* _ASSIGNED TASK_: Restate the following entries exactly. Keep the pictures out.

* _RECORDS SUPPLIED_:
====================
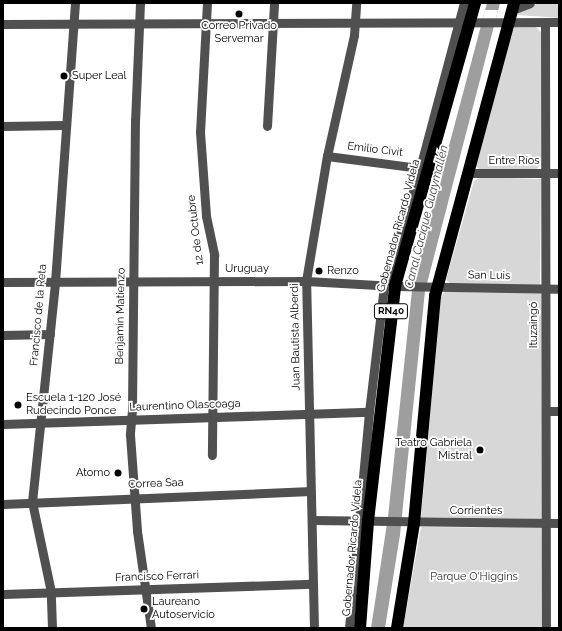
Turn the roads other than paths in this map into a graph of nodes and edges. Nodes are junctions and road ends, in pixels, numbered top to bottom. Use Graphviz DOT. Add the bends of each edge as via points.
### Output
graph roads {
  1 [pos="75,3"];
  2 [pos="140,3"];
  3 [pos="207,3"];
  4 [pos="274,3"];
  5 [pos="356,3"];
  6 [pos="464,3"];
  7 [pos="475,3"];
  8 [pos="530,3"];
  9 [pos="513,6"];
  10 [pos="479,22"];
  11 [pos="509,22"];
  12 [pos="545,22"];
  13 [pos="559,22"];
  14 [pos="355,23"];
  15 [pos="3,24"];
  16 [pos="73,24"];
  17 [pos="138,24"];
  18 [pos="206,24"];
  19 [pos="272,24"];
  20 [pos="65,125"];
  21 [pos="3,126"];
  22 [pos="266,126"];
  23 [pos="327,156"];
  24 [pos="420,168"];
  25 [pos="469,173"];
  26 [pos="544,173"];
  27 [pos="559,173"];
  28 [pos="213,281"];
  29 [pos="306,281"];
  30 [pos="3,282"];
  31 [pos="54,282"];
  32 [pos="134,282"];
  33 [pos="390,286"];
  34 [pos="423,287"];
  35 [pos="546,289"];
  36 [pos="559,289"];
  37 [pos="50,334"];
  38 [pos="3,335"];
  39 [pos="546,411"];
  40 [pos="559,411"];
  41 [pos="369,412"];
  42 [pos="309,413"];
  43 [pos="212,417"];
  44 [pos="131,420"];
  45 [pos="3,424"];
  46 [pos="40,424"];
  47 [pos="212,455"];
  48 [pos="311,491"];
  49 [pos="133,497"];
  50 [pos="32,502"];
  51 [pos="3,504"];
  52 [pos="312,520"];
  53 [pos="363,521"];
  54 [pos="414,523"];
  55 [pos="546,523"];
  56 [pos="559,523"];
  57 [pos="312,584"];
  58 [pos="145,589"];
  59 [pos="51,592"];
  60 [pos="3,594"];
  61 [pos="52,628"];
  62 [pos="151,628"];
  63 [pos="314,628"];
  64 [pos="349,628"];
  65 [pos="360,628"];
  66 [pos="397,628"];
  67 [pos="546,628"];
  1 -- 16 [label="street, Francisco de la Reta"];
  2 -- 17 [label="street, Benjamín Matienzo"];
  3 -- 18 [label="street, 12 de Octubre"];
  4 -- 19 [label="street"];
  5 -- 14 [label="street, Juan Bautista Alberdi"];
  6 -- 10 [label="street"];
  7 -- 10 [label="highway, Gobernador Ricardo Videla / RN40"];
  8 -- 9 [label="street"];
  9 -- 11 [label="highway"];
  10 -- 11 [label="street"];
  10 -- 14 [label="street"];
  10 -- 24 [label="street"];
  10 -- 33 [label="highway, Gobernador Ricardo Videla / RN40"];
  11 -- 12 [label="street"];
  11 -- 25 [label="highway"];
  12 -- 13 [label="street"];
  12 -- 26 [label="street, Ituzaingó"];
  14 -- 19 [label="street"];
  14 -- 23 [label="street, Juan Bautista Alberdi"];
  15 -- 16 [label="street"];
  16 -- 17 [label="street"];
  16 -- 20 [label="street, Francisco de la Reta"];
  17 -- 18 [label="street"];
  17 -- 32 [label="street, Benjamín Matienzo" via="134,120"];
  18 -- 19 [label="street"];
  18 -- 28 [label="street, 12 de Octubre" via="200,132 206,216 214,255"];
  19 -- 22 [label="street"];
  20 -- 21 [label="street"];
  20 -- 31 [label="street, Francisco de la Reta"];
  23 -- 24 [label="street, Emilio Civit"];
  23 -- 29 [label="street, Juan Bautista Alberdi"];
  24 -- 33 [label="street"];
  25 -- 26 [label="street, Entre Ríos"];
  25 -- 34 [label="highway"];
  26 -- 27 [label="street, Entre Ríos"];
  26 -- 35 [label="street, Ituzaingó"];
  28 -- 29 [label="street, Uruguay"];
  28 -- 32 [label="street, Uruguay"];
  28 -- 43 [label="street, 12 de Octubre"];
  29 -- 33 [label="street, Uruguay"];
  29 -- 42 [label="street, Juan Bautista Alberdi"];
  30 -- 31 [label="street, Uruguay"];
  31 -- 32 [label="street, Uruguay"];
  31 -- 37 [label="street, Francisco de la Reta"];
  32 -- 44 [label="street, Benjamín Matienzo"];
  33 -- 34 [label="street, Uruguay"];
  33 -- 41 [label="street"];
  33 -- 53 [label="highway, Gobernador Ricardo Videla / RN40"];
  34 -- 35 [label="street, San Luis"];
  34 -- 54 [label="highway"];
  35 -- 36 [label="street, San Luis"];
  35 -- 39 [label="street, Ituzaingó"];
  37 -- 38 [label="street"];
  37 -- 46 [label="street, Francisco de la Reta"];
  39 -- 40 [label="street"];
  39 -- 55 [label="street, Ituzaingó"];
  41 -- 42 [label="street, Laurentino Olascoaga"];
  41 -- 53 [label="street"];
  42 -- 43 [label="street, Laurentino Olascoaga"];
  42 -- 48 [label="street, Juan Bautista Alberdi"];
  43 -- 44 [label="street, Laurentino Olascoaga"];
  43 -- 47 [label="street, 12 de Octubre"];
  44 -- 46 [label="street, Laurentino Olascoaga"];
  44 -- 49 [label="street, Benjamín Matienzo"];
  45 -- 46 [label="street, Laurentino Olascoaga"];
  46 -- 50 [label="street, Francisco de la Reta"];
  48 -- 49 [label="street, Correa Saa"];
  48 -- 52 [label="street, Juan Bautista Alberdi"];
  49 -- 50 [label="street, Correa Saa"];
  49 -- 58 [label="street, Benjamín Matienzo"];
  50 -- 51 [label="street, Correa Saa"];
  50 -- 59 [label="street, Francisco de la Reta"];
  52 -- 53 [label="street"];
  52 -- 57 [label="street, Juan Bautista Alberdi"];
  53 -- 54 [label="street, Corrientes"];
  53 -- 64 [label="street"];
  53 -- 65 [label="highway, Gobernador Ricardo Videla / RN40"];
  54 -- 55 [label="street, Corrientes"];
  54 -- 66 [label="highway"];
  55 -- 56 [label="street, Corrientes"];
  55 -- 67 [label="street, Ituzaingó"];
  57 -- 58 [label="street, Francisco Ferrari"];
  57 -- 63 [label="street, Juan Bautista Alberdi"];
  58 -- 59 [label="street, Francisco Ferrari"];
  58 -- 62 [label="street, Benjamín Matienzo"];
  59 -- 60 [label="street, Francisco Ferrari"];
  59 -- 61 [label="street, Francisco de la Reta"];
}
====================
* _RESULT OF THE EXERCISE_:
Turn the roads other than paths in this map into a graph of nodes and edges. Nodes are junctions and road ends, in pixels, numbered top to bottom. Use Graphviz DOT. Add the bends of each edge as via points.
### Output
graph roads {
  1 [pos="75,3"];
  2 [pos="140,3"];
  3 [pos="207,3"];
  4 [pos="274,3"];
  5 [pos="356,3"];
  6 [pos="464,3"];
  7 [pos="475,3"];
  8 [pos="530,3"];
  9 [pos="513,6"];
  10 [pos="479,22"];
  11 [pos="509,22"];
  12 [pos="545,22"];
  13 [pos="559,22"];
  14 [pos="355,23"];
  15 [pos="3,24"];
  16 [pos="73,24"];
  17 [pos="138,24"];
  18 [pos="206,24"];
  19 [pos="272,24"];
  20 [pos="65,125"];
  21 [pos="3,126"];
  22 [pos="266,126"];
  23 [pos="327,156"];
  24 [pos="420,168"];
  25 [pos="469,173"];
  26 [pos="544,173"];
  27 [pos="559,173"];
  28 [pos="213,281"];
  29 [pos="306,281"];
  30 [pos="3,282"];
  31 [pos="54,282"];
  32 [pos="134,282"];
  33 [pos="390,286"];
  34 [pos="423,287"];
  35 [pos="546,289"];
  36 [pos="559,289"];
  37 [pos="50,334"];
  38 [pos="3,335"];
  39 [pos="546,411"];
  40 [pos="559,411"];
  41 [pos="369,412"];
  42 [pos="309,413"];
  43 [pos="212,417"];
  44 [pos="131,420"];
  45 [pos="3,424"];
  46 [pos="40,424"];
  47 [pos="212,455"];
  48 [pos="311,491"];
  49 [pos="133,497"];
  50 [pos="32,502"];
  51 [pos="3,504"];
  52 [pos="312,520"];
  53 [pos="363,521"];
  54 [pos="414,523"];
  55 [pos="546,523"];
  56 [pos="559,523"];
  57 [pos="312,584"];
  58 [pos="145,589"];
  59 [pos="51,592"];
  60 [pos="3,594"];
  61 [pos="52,628"];
  62 [pos="151,628"];
  63 [pos="314,628"];
  64 [pos="349,628"];
  65 [pos="360,628"];
  66 [pos="397,628"];
  67 [pos="546,628"];
  1 -- 16 [label="street, Francisco de la Reta"];
  2 -- 17 [label="street, Benjamín Matienzo"];
  3 -- 18 [label="street, 12 de Octubre"];
  4 -- 19 [label="street"];
  5 -- 14 [label="street, Juan Bautista Alberdi"];
  6 -- 10 [label="street"];
  7 -- 10 [label="highway, Gobernador Ricardo Videla / RN40"];
  8 -- 9 [label="street"];
  9 -- 11 [label="highway"];
  10 -- 11 [label="street"];
  10 -- 14 [label="street"];
  10 -- 24 [label="street"];
  10 -- 33 [label="highway, Gobernador Ricardo Videla / RN40"];
  11 -- 12 [label="street"];
  11 -- 25 [label="highway"];
  12 -- 13 [label="street"];
  12 -- 26 [label="street, Ituzaingó"];
  14 -- 19 [label="street"];
  14 -- 23 [label="street, Juan Bautista Alberdi"];
  15 -- 16 [label="street"];
  16 -- 17 [label="street"];
  16 -- 20 [label="street, Francisco de la Reta"];
  17 -- 18 [label="street"];
  17 -- 32 [label="street, Benjamín Matienzo" via="134,120"];
  18 -- 19 [label="street"];
  18 -- 28 [label="street, 12 de Octubre" via="200,132 206,216 214,255"];
  19 -- 22 [label="street"];
  20 -- 21 [label="street"];
  20 -- 31 [label="street, Francisco de la Reta"];
  23 -- 24 [label="street, Emilio Civit"];
  23 -- 29 [label="street, Juan Bautista Alberdi"];
  24 -- 33 [label="street"];
  25 -- 26 [label="street, Entre Ríos"];
  25 -- 34 [label="highway"];
  26 -- 27 [label="street, Entre Ríos"];
  26 -- 35 [label="street, Ituzaingó"];
  28 -- 29 [label="street, Uruguay"];
  28 -- 32 [label="street, Uruguay"];
  28 -- 43 [label="street, 12 de Octubre"];
  29 -- 33 [label="street, Uruguay"];
  29 -- 42 [label="street, Juan Bautista Alberdi"];
  30 -- 31 [label="street, Uruguay"];
  31 -- 32 [label="street, Uruguay"];
  31 -- 37 [label="street, Francisco de la Reta"];
  32 -- 44 [label="street, Benjamín Matienzo"];
  33 -- 34 [label="street, Uruguay"];
  33 -- 41 [label="street"];
  33 -- 53 [label="highway, Gobernador Ricardo Videla / RN40"];
  34 -- 35 [label="street, San Luis"];
  34 -- 54 [label="highway"];
  35 -- 36 [label="street, San Luis"];
  35 -- 39 [label="street, Ituzaingó"];
  37 -- 38 [label="street"];
  37 -- 46 [label="street, Francisco de la Reta"];
  39 -- 40 [label="street"];
  39 -- 55 [label="street, Ituzaingó"];
  41 -- 42 [label="street, Laurentino Olascoaga"];
  41 -- 53 [label="street"];
  42 -- 43 [label="street, Laurentino Olascoaga"];
  42 -- 48 [label="street, Juan Bautista Alberdi"];
  43 -- 44 [label="street, Laurentino Olascoaga"];
  43 -- 47 [label="street, 12 de Octubre"];
  44 -- 46 [label="street, Laurentino Olascoaga"];
  44 -- 49 [label="street, Benjamín Matienzo"];
  45 -- 46 [label="street, Laurentino Olascoaga"];
  46 -- 50 [label="street, Francisco de la Reta"];
  48 -- 49 [label="street, Correa Saa"];
  48 -- 52 [label="street, Juan Bautista Alberdi"];
  49 -- 50 [label="street, Correa Saa"];
  49 -- 58 [label="street, Benjamín Matienzo"];
  50 -- 51 [label="street, Correa Saa"];
  50 -- 59 [label="street, Francisco de la Reta"];
  52 -- 53 [label="street"];
  52 -- 57 [label="street, Juan Bautista Alberdi"];
  53 -- 54 [label="street, Corrientes"];
  53 -- 64 [label="street"];
  53 -- 65 [label="highway, Gobernador Ricardo Videla / RN40"];
  54 -- 55 [label="street, Corrientes"];
  54 -- 66 [label="highway"];
  55 -- 56 [label="street, Corrientes"];
  55 -- 67 [label="street, Ituzaingó"];
  57 -- 58 [label="street, Francisco Ferrari"];
  57 -- 63 [label="street, Juan Bautista Alberdi"];
  58 -- 59 [label="street, Francisco Ferrari"];
  58 -- 62 [label="street, Benjamín Matienzo"];
  59 -- 60 [label="street, Francisco Ferrari"];
  59 -- 61 [label="street, Francisco de la Reta"];
}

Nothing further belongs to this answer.